▶ **ASSIGNMENT**: Print out the entries exactly, and include each one.

Saved data entries:

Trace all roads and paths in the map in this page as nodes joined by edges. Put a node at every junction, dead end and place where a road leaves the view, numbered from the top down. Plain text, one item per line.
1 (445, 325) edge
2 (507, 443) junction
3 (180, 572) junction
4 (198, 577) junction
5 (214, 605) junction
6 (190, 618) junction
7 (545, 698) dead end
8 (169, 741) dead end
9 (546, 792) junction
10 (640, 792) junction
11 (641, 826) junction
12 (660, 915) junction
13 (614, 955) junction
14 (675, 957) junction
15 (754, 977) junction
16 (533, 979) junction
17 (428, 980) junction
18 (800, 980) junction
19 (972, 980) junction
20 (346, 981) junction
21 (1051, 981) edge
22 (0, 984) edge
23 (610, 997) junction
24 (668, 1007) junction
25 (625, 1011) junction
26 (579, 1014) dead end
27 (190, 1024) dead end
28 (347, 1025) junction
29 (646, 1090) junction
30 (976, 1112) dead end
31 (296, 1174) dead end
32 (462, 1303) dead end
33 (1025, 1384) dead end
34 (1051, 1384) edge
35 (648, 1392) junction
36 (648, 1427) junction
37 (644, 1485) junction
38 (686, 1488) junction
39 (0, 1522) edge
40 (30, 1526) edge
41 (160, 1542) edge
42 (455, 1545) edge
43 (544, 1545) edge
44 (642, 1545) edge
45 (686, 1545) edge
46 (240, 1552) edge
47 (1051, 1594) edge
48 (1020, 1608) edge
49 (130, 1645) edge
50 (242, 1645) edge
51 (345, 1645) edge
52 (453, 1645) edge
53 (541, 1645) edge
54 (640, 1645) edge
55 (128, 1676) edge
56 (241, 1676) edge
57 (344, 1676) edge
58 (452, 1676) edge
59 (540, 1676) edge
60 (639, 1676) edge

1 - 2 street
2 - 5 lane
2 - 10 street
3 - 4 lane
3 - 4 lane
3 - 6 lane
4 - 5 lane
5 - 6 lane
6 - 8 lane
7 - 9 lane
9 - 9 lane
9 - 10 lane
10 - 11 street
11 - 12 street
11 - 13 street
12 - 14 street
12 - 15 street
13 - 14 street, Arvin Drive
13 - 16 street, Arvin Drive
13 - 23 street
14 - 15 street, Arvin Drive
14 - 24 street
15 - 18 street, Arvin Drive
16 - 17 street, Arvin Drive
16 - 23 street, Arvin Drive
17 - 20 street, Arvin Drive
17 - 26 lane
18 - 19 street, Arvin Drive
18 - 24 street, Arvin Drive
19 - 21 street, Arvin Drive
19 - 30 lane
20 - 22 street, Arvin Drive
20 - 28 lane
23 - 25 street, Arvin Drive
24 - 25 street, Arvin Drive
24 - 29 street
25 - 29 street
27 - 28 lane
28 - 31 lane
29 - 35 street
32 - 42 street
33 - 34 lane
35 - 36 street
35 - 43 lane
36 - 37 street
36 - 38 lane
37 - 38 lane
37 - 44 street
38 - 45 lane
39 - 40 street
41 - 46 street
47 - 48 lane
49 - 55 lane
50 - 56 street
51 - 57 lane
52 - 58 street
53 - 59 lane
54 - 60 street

▶ **SOLUTION TO THIS EXERCISE**:
Trace all roads and paths in the map in this page as nodes joined by edges. Put a node at every junction, dead end and place where a road leaves the view, numbered from the top down. Plain text, one item per line.
1 (445, 325) edge
2 (507, 443) junction
3 (180, 572) junction
4 (198, 577) junction
5 (214, 605) junction
6 (190, 618) junction
7 (545, 698) dead end
8 (169, 741) dead end
9 (546, 792) junction
10 (640, 792) junction
11 (641, 826) junction
12 (660, 915) junction
13 (614, 955) junction
14 (675, 957) junction
15 (754, 977) junction
16 (533, 979) junction
17 (428, 980) junction
18 (800, 980) junction
19 (972, 980) junction
20 (346, 981) junction
21 (1051, 981) edge
22 (0, 984) edge
23 (610, 997) junction
24 (668, 1007) junction
25 (625, 1011) junction
26 (579, 1014) dead end
27 (190, 1024) dead end
28 (347, 1025) junction
29 (646, 1090) junction
30 (976, 1112) dead end
31 (296, 1174) dead end
32 (462, 1303) dead end
33 (1025, 1384) dead end
34 (1051, 1384) edge
35 (648, 1392) junction
36 (648, 1427) junction
37 (644, 1485) junction
38 (686, 1488) junction
39 (0, 1522) edge
40 (30, 1526) edge
41 (160, 1542) edge
42 (455, 1545) edge
43 (544, 1545) edge
44 (642, 1545) edge
45 (686, 1545) edge
46 (240, 1552) edge
47 (1051, 1594) edge
48 (1020, 1608) edge
49 (130, 1645) edge
50 (242, 1645) edge
51 (345, 1645) edge
52 (453, 1645) edge
53 (541, 1645) edge
54 (640, 1645) edge
55 (128, 1676) edge
56 (241, 1676) edge
57 (344, 1676) edge
58 (452, 1676) edge
59 (540, 1676) edge
60 (639, 1676) edge

1 - 2 street
2 - 5 lane
2 - 10 street
3 - 4 lane
3 - 4 lane
3 - 6 lane
4 - 5 lane
5 - 6 lane
6 - 8 lane
7 - 9 lane
9 - 9 lane
9 - 10 lane
10 - 11 street
11 - 12 street
11 - 13 street
12 - 14 street
12 - 15 street
13 - 14 street, Arvin Drive
13 - 16 street, Arvin Drive
13 - 23 street
14 - 15 street, Arvin Drive
14 - 24 street
15 - 18 street, Arvin Drive
16 - 17 street, Arvin Drive
16 - 23 street, Arvin Drive
17 - 20 street, Arvin Drive
17 - 26 lane
18 - 19 street, Arvin Drive
18 - 24 street, Arvin Drive
19 - 21 street, Arvin Drive
19 - 30 lane
20 - 22 street, Arvin Drive
20 - 28 lane
23 - 25 street, Arvin Drive
24 - 25 street, Arvin Drive
24 - 29 street
25 - 29 street
27 - 28 lane
28 - 31 lane
29 - 35 street
32 - 42 street
33 - 34 lane
35 - 36 street
35 - 43 lane
36 - 37 street
36 - 38 lane
37 - 38 lane
37 - 44 street
38 - 45 lane
39 - 40 street
41 - 46 street
47 - 48 lane
49 - 55 lane
50 - 56 street
51 - 57 lane
52 - 58 street
53 - 59 lane
54 - 60 street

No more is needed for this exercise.